JODELET, jouë du Theorbe & chante […]
La Nuit qui verse à pleines mains
Ses doux pavots sur les humains,
Fait sommeiller le bruit & ronfler la tristesse ;
Et le Soleil ce grand Falot
Est allé plus viste qu’au trot,
Chez Thetis son hostesse,
Dormir comme un sabot

[parlé] La fugue est rafinée & l’accord n’est pas sot.
[…]
Je me sens en humeur de chanter comme un Ange.
[Il continuë à chanter.]
Tandis parmy des Loups-garoux
Des Chats-huants & des Hiboux,
Je fais malgré mes dents icy le pied de gruë.
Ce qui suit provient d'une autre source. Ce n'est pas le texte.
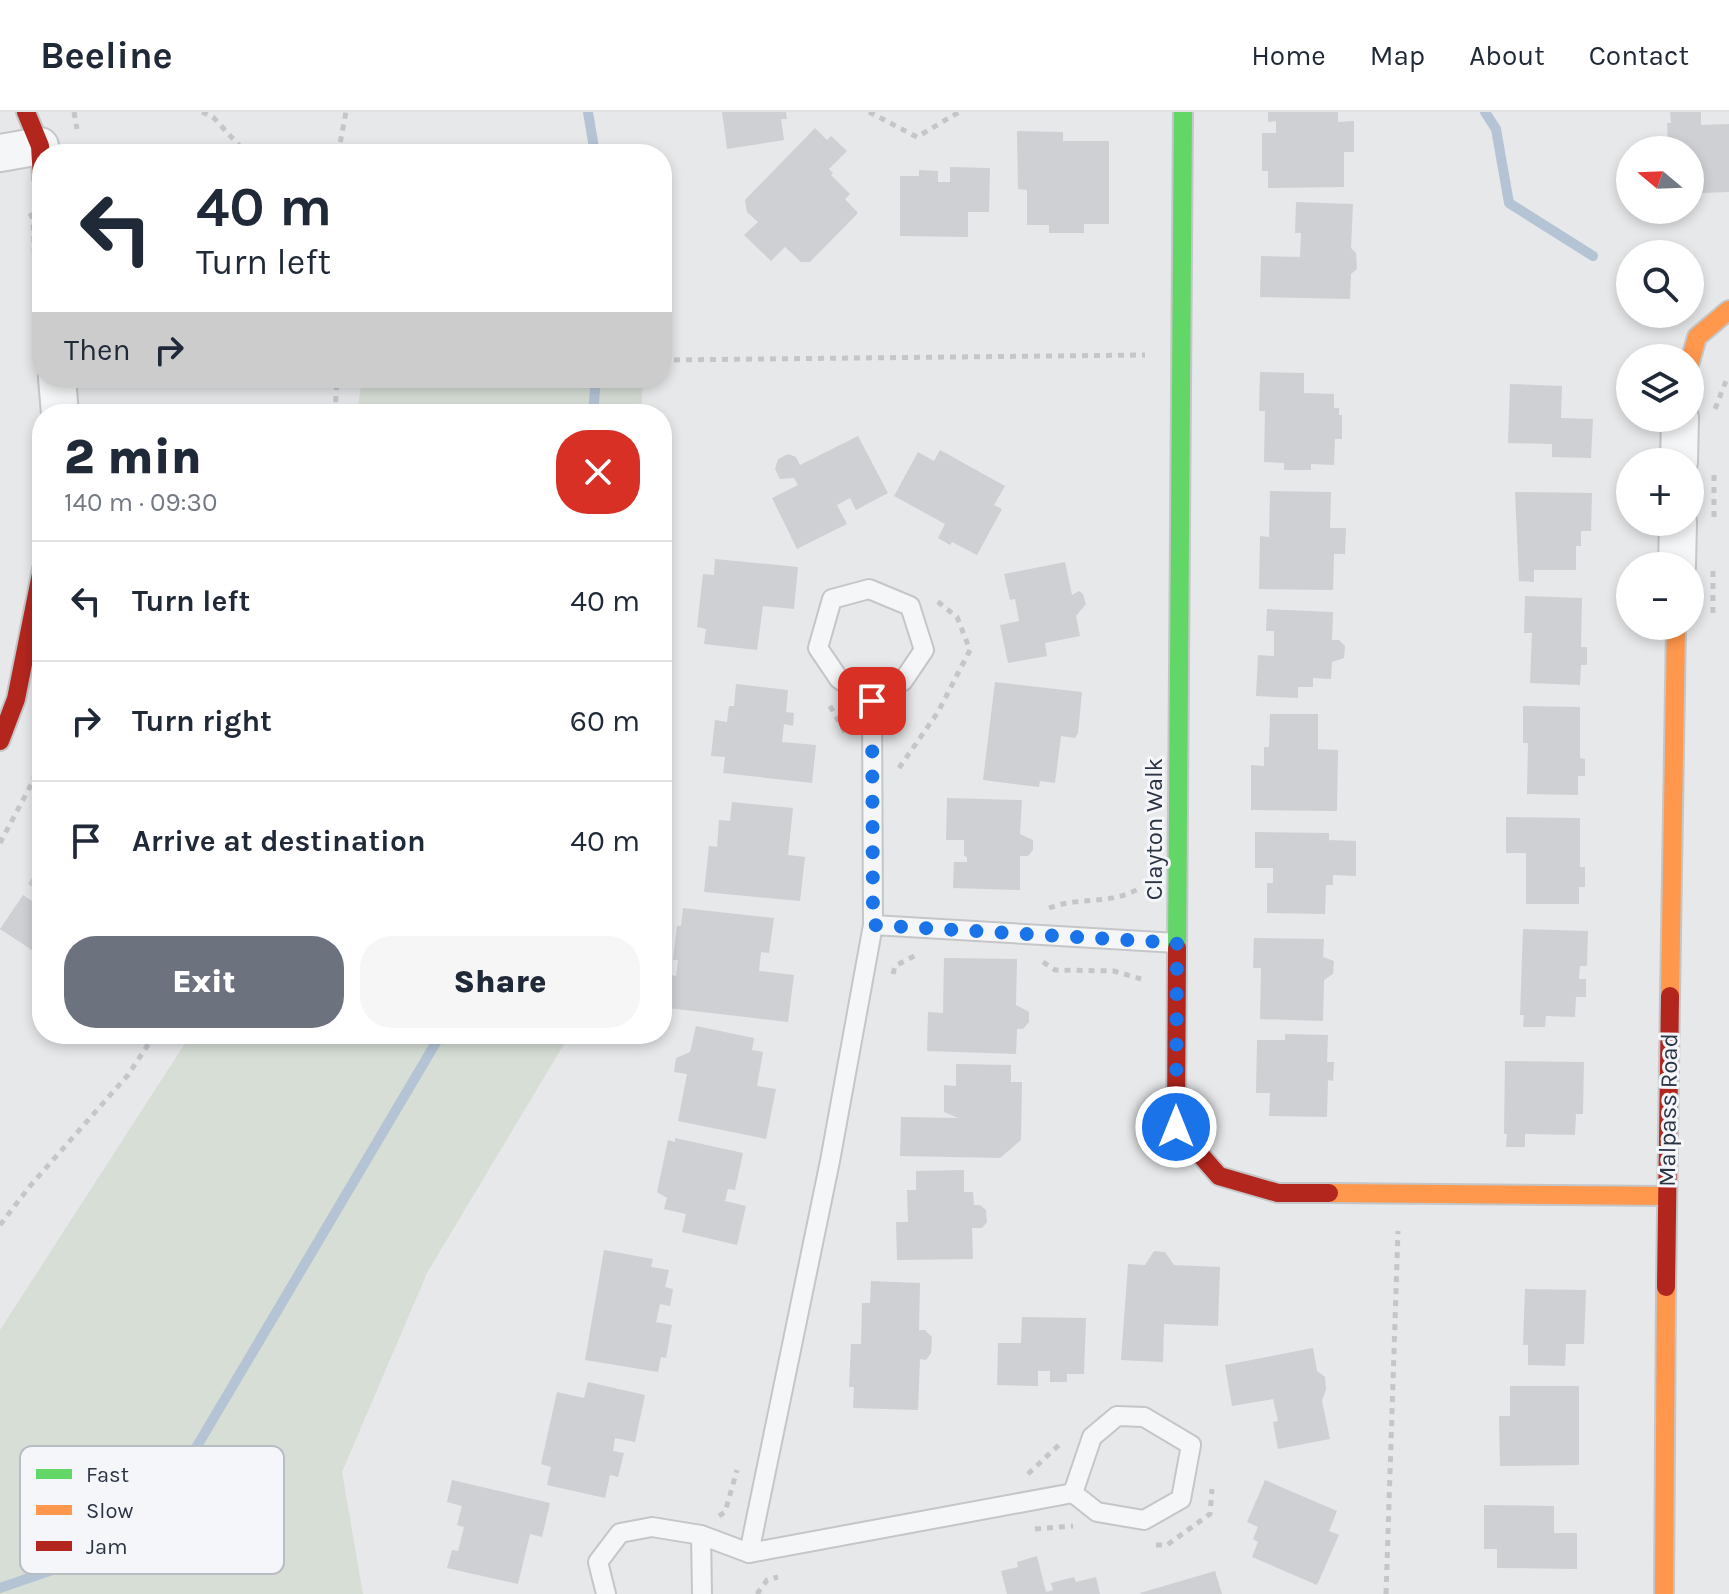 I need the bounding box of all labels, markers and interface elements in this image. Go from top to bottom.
text: Beeline [40,33,173,78]
text: Home [1251,39,1326,72]
text: Map [1370,39,1425,72]
text: About [1469,39,1545,72]
text: Contact [1589,39,1689,72]
north arrow [1616,136,1704,224]
map controls [1616,136,1704,640]
text: 40 m [196,174,332,239]
icon: left [64,176,168,280]
button: search [1616,240,1704,328]
text: Turn left [196,241,331,283]
icon: right [147,328,191,372]
text: Then [64,332,131,368]
button: layers [1616,344,1704,432]
text: 2 min [64,429,202,485]
button: close [556,430,640,514]
button: + [1616,448,1704,536]
text: 140 m · 09:30 [64,487,217,518]
button: − [1616,552,1704,640]
icon: left [64,579,108,623]
text: Turn left [132,583,250,619]
text: 40 m [570,583,640,619]
pin [838,667,906,735]
icon: arrive [850,679,894,723]
icon: right [64,699,108,743]
text: Turn right [132,703,272,739]
text: 60 m [570,703,640,739]
street label: Clayton Walk [1140,758,1168,900]
icon: arrive [64,819,108,863]
text: Arrive at destination [132,823,426,859]
text: 40 m [570,823,640,859]
button: Exit [64,936,344,1028]
button: Share [360,936,640,1028]
street label: Malpass Road [1653,1033,1683,1187]
position arrow [1134,1085,1218,1169]
legend [20,1446,284,1574]
text: Fast [86,1462,129,1488]
text: Slow [86,1498,133,1524]
text: Jam [86,1534,128,1560]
[Une corde du Theorbe se rompt.]
[parlé] Peste au plus bel endroit une corde est rompuë.
Dieu : c’est la chanterelle helas quelle pitié,

SOURCES LITTÉRAIRES
A. Philippe Quinault, La Comédie sans comédie, Paris, Guillaume de Luyne, 1657, I, 1, p. 1-2
B. Philippe Quinault, La Comédie sans comédie, [Imprimée à Rouen, et se vend à] Paris, Guillaume de Luyne, 1660, I,1, p. 1-2

ATTRIBUTION
A, B. "Par le Sr. Quinault" (page de titre)

SOURCES MUSICALES
Je n'ai pas encore localisé de source.
Dans La Comédie sans comédie, la musique n'est pas attribuée.

NOTE
Pas de variantes, à l'exception de l'orthographe et de la poncutation.
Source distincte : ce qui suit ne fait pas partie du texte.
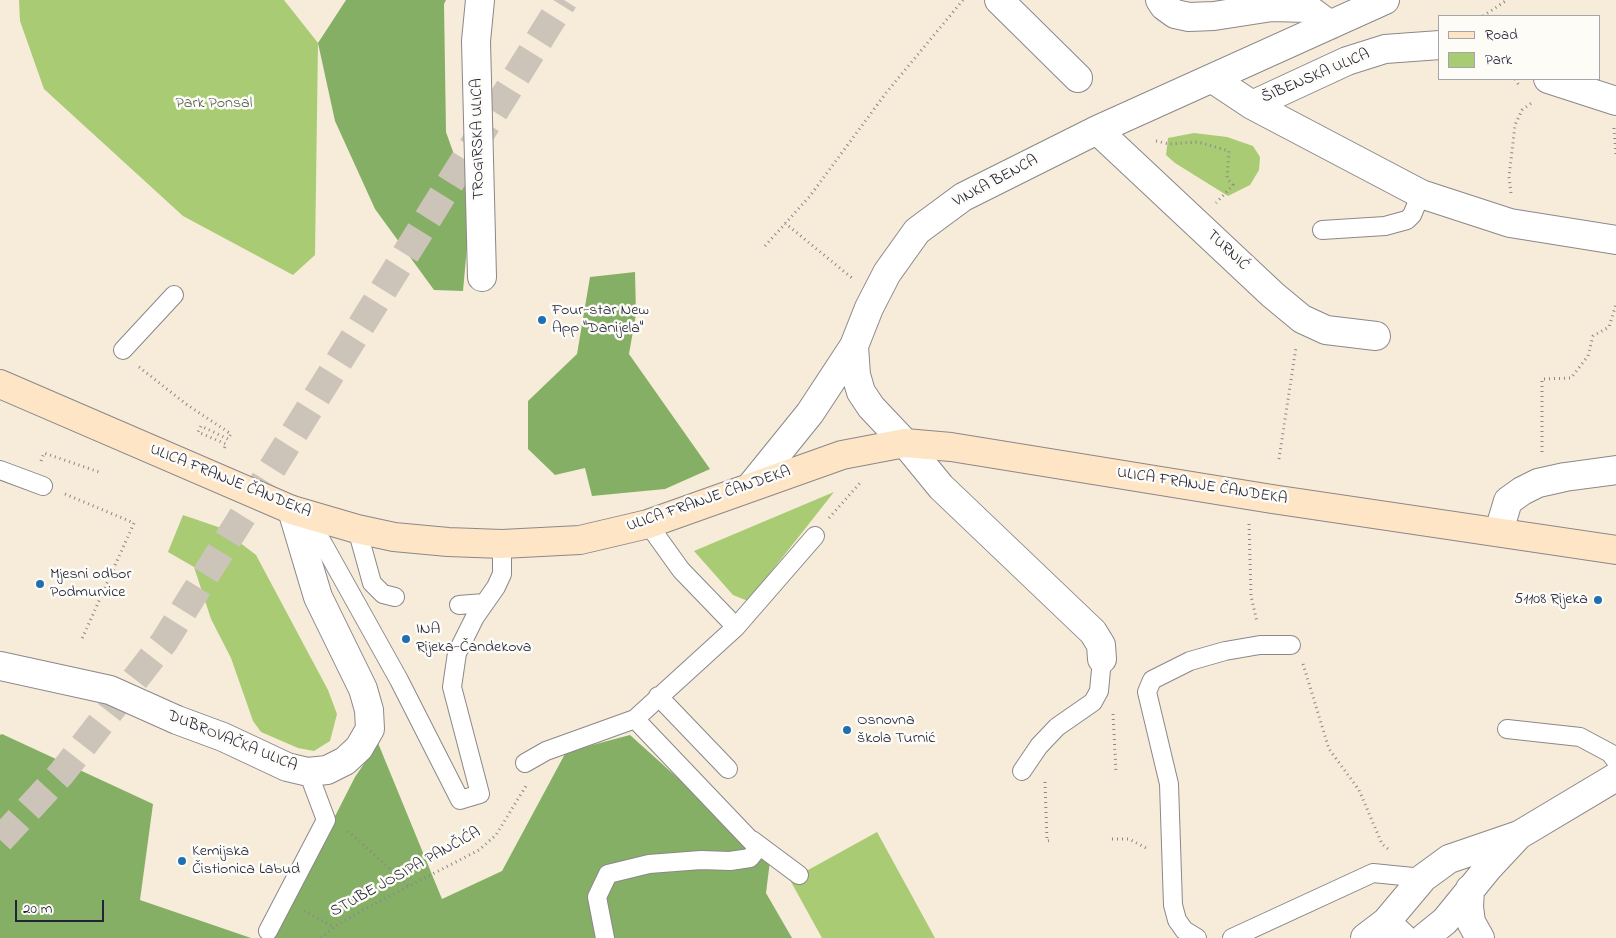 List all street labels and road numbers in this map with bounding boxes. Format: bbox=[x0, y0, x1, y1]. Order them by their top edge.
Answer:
street label: ŠIBENSKA ULICA bbox=[1259, 46, 1373, 108]
street label: TROGIRSKA ULICA bbox=[468, 78, 490, 200]
street label: VINKA BENCA bbox=[950, 152, 1042, 212]
street label: TURNIĆ bbox=[1202, 226, 1252, 276]
street label: ULICA FRANJE ČANDEKA bbox=[147, 441, 313, 523]
street label: ULICA FRANJE ČANDEKA bbox=[624, 463, 794, 537]
street label: ULICA FRANJE ČANDEKA bbox=[1115, 464, 1289, 510]
street label: DUBROVAČKA ULICA bbox=[164, 707, 300, 777]
street label: STUBE JOSIPA PANČIĆA bbox=[328, 824, 484, 922] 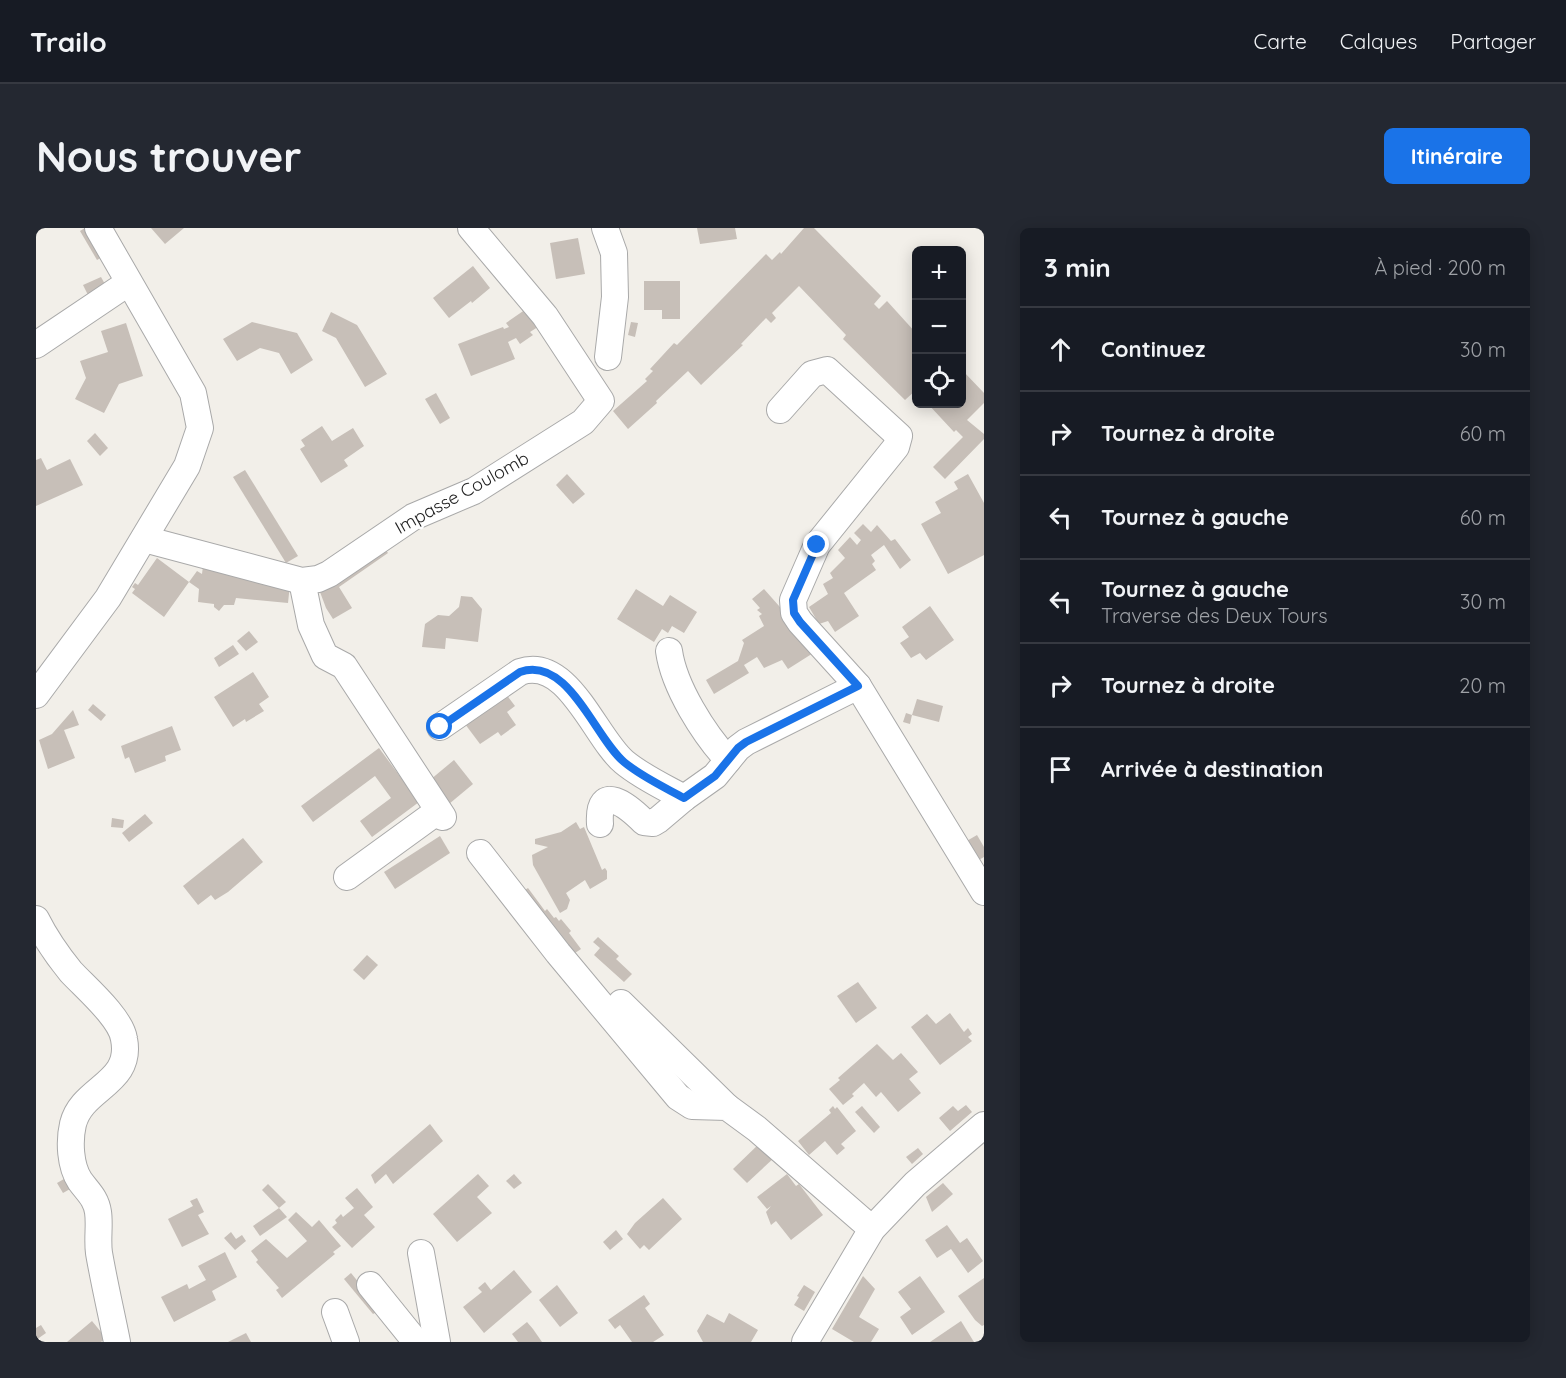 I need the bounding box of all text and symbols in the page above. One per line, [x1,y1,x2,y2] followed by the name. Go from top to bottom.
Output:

Des quatre airs qu'on trouve dans La Comédie sans comédie, seul "Il faut aimer" figure dans les recueils du temps. Tous les autres airs que je donne dans cette partie du site, à l'exception d'"Amour détache ton bandeau", se trouvent dans au moins un de ses recueils, mais j'ai décidé de faire une exception pour La Comédie sans comédie et de donner tous les airs qui s'y trouvent, pour montrer l'importance de la musique dans cette oeuvre du début de la carrière de Quinault.